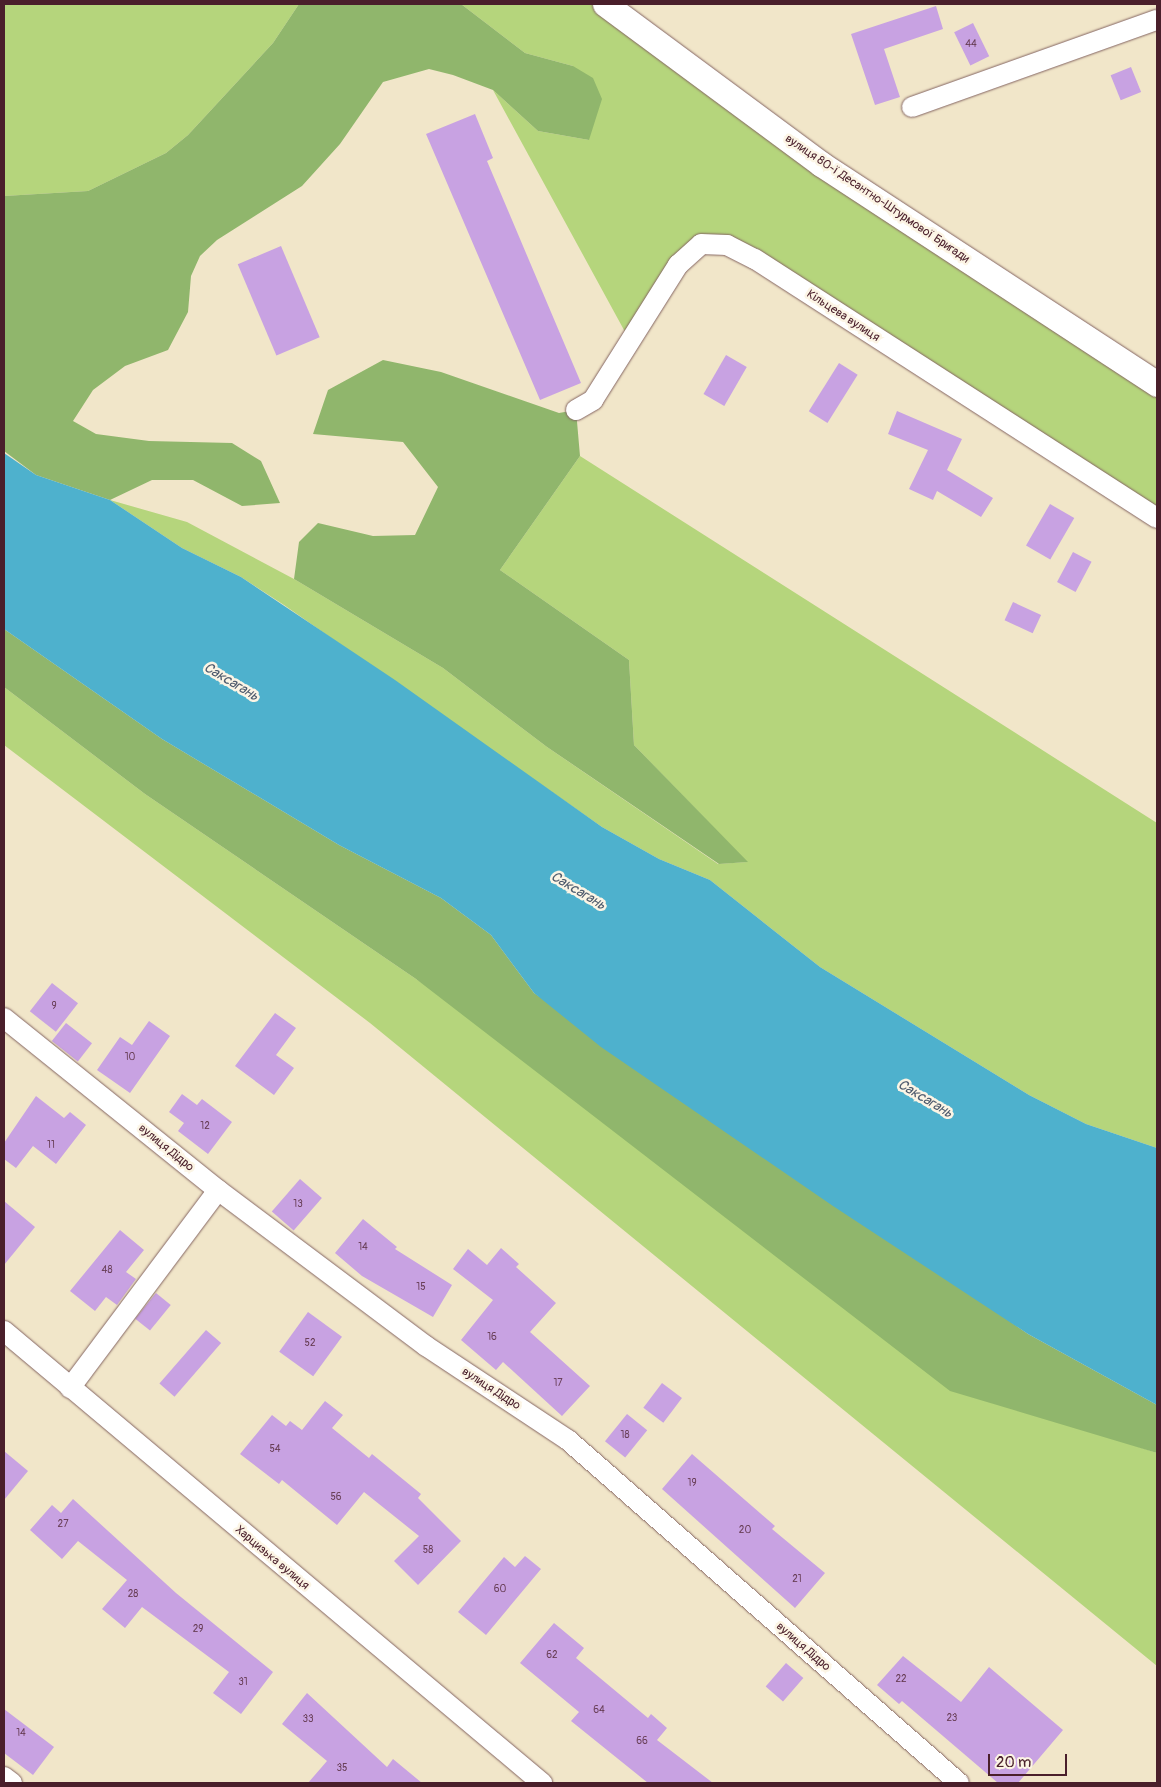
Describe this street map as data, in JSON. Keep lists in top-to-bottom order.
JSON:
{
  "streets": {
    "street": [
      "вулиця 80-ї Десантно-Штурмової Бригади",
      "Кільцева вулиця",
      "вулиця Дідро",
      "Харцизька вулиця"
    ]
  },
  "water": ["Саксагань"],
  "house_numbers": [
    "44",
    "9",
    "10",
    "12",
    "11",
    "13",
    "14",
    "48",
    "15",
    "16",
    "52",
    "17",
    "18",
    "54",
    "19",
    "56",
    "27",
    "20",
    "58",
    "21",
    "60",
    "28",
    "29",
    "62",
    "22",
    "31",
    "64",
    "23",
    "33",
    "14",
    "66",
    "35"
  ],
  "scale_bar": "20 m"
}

...

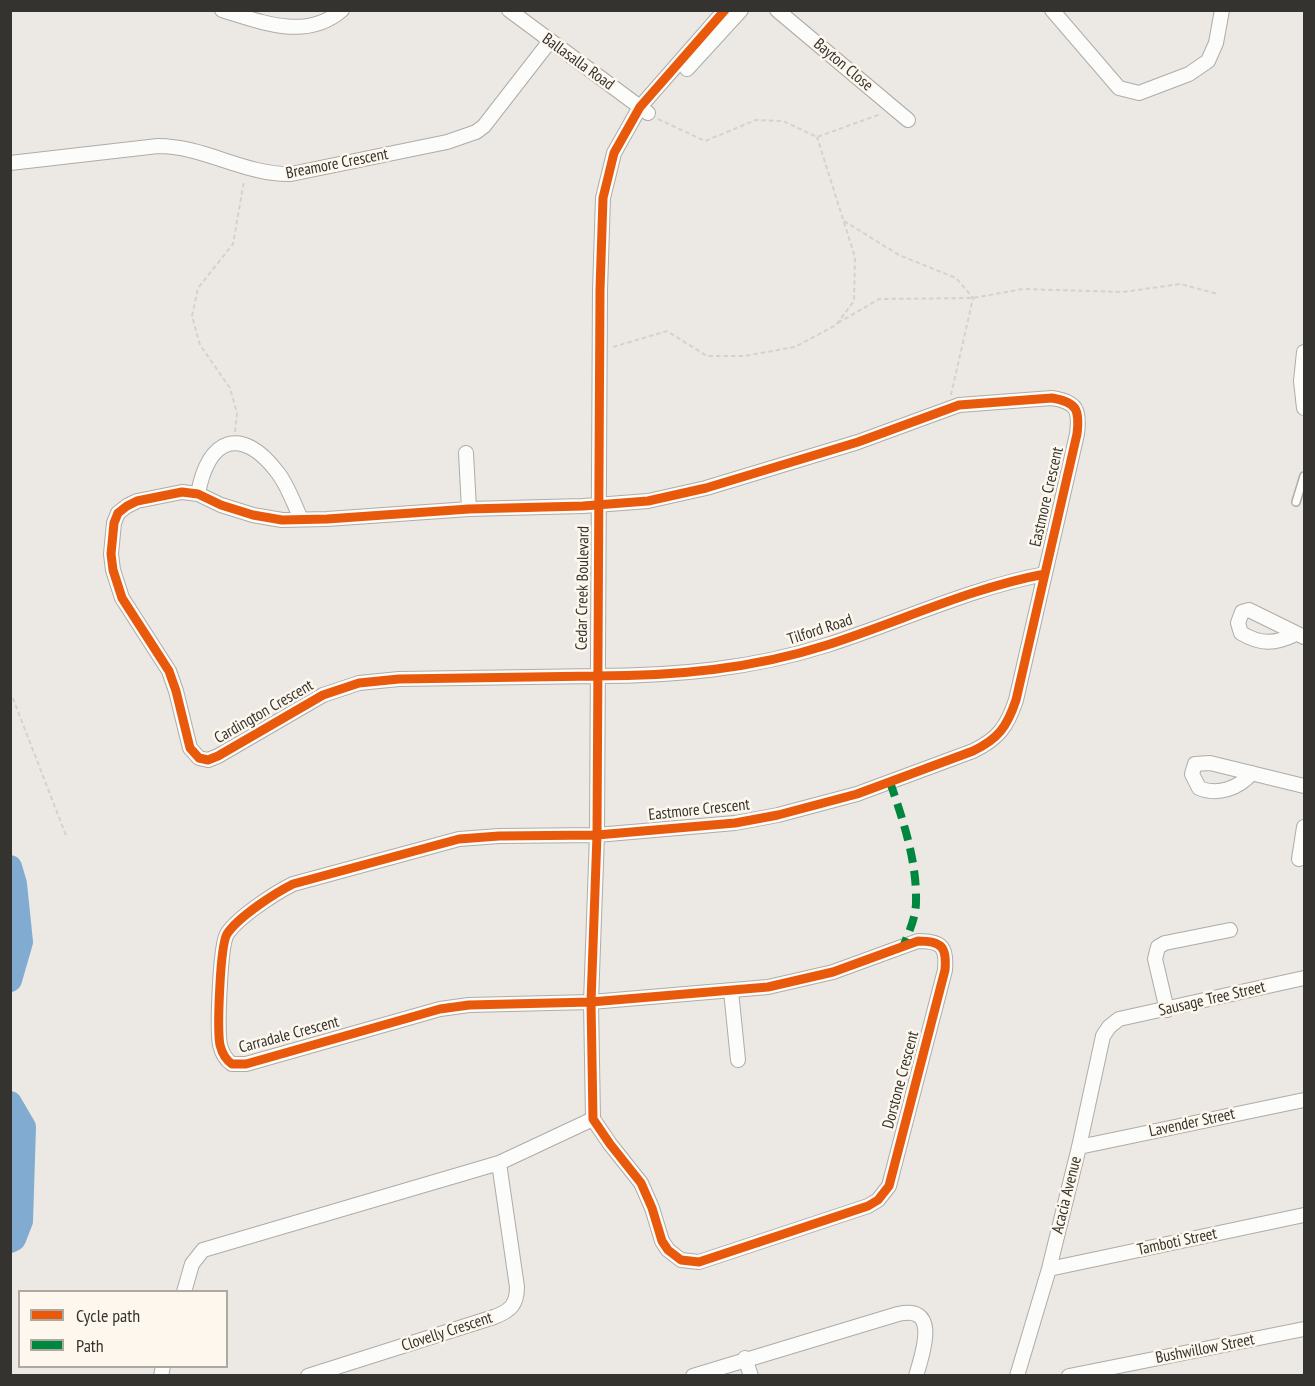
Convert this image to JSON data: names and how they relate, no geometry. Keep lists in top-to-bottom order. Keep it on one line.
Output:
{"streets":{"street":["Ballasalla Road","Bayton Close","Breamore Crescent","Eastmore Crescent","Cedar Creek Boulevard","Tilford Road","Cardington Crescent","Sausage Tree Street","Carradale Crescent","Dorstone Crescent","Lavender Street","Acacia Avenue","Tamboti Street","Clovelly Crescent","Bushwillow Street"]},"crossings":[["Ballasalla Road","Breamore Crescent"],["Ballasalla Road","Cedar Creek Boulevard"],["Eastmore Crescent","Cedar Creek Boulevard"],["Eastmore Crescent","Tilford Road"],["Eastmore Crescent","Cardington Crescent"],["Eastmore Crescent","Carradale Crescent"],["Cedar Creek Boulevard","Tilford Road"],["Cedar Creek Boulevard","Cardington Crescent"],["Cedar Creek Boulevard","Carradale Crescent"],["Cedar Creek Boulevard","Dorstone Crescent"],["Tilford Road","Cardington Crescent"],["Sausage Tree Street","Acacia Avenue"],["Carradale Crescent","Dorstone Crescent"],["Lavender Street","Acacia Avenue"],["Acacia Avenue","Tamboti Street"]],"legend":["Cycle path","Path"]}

--

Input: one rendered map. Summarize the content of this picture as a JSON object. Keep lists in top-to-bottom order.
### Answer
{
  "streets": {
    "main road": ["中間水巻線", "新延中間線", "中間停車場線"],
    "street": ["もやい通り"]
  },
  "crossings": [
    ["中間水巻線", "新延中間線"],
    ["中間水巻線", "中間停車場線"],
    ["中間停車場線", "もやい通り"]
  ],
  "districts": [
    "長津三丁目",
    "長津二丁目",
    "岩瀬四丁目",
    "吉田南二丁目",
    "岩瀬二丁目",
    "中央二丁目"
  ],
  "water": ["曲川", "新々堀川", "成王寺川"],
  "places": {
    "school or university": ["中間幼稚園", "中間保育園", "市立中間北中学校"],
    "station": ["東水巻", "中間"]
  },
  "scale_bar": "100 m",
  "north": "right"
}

Exercise description
Wherever a line of the entries holds the string "data", copy that line.

Your response
Describe this street map as data, in JSON. Keep lists in top-to-bottom order.
Convert this image to JSON data: names and how they relate, no geometry. Keep lists in top-to-bottom order. Keep it on one line.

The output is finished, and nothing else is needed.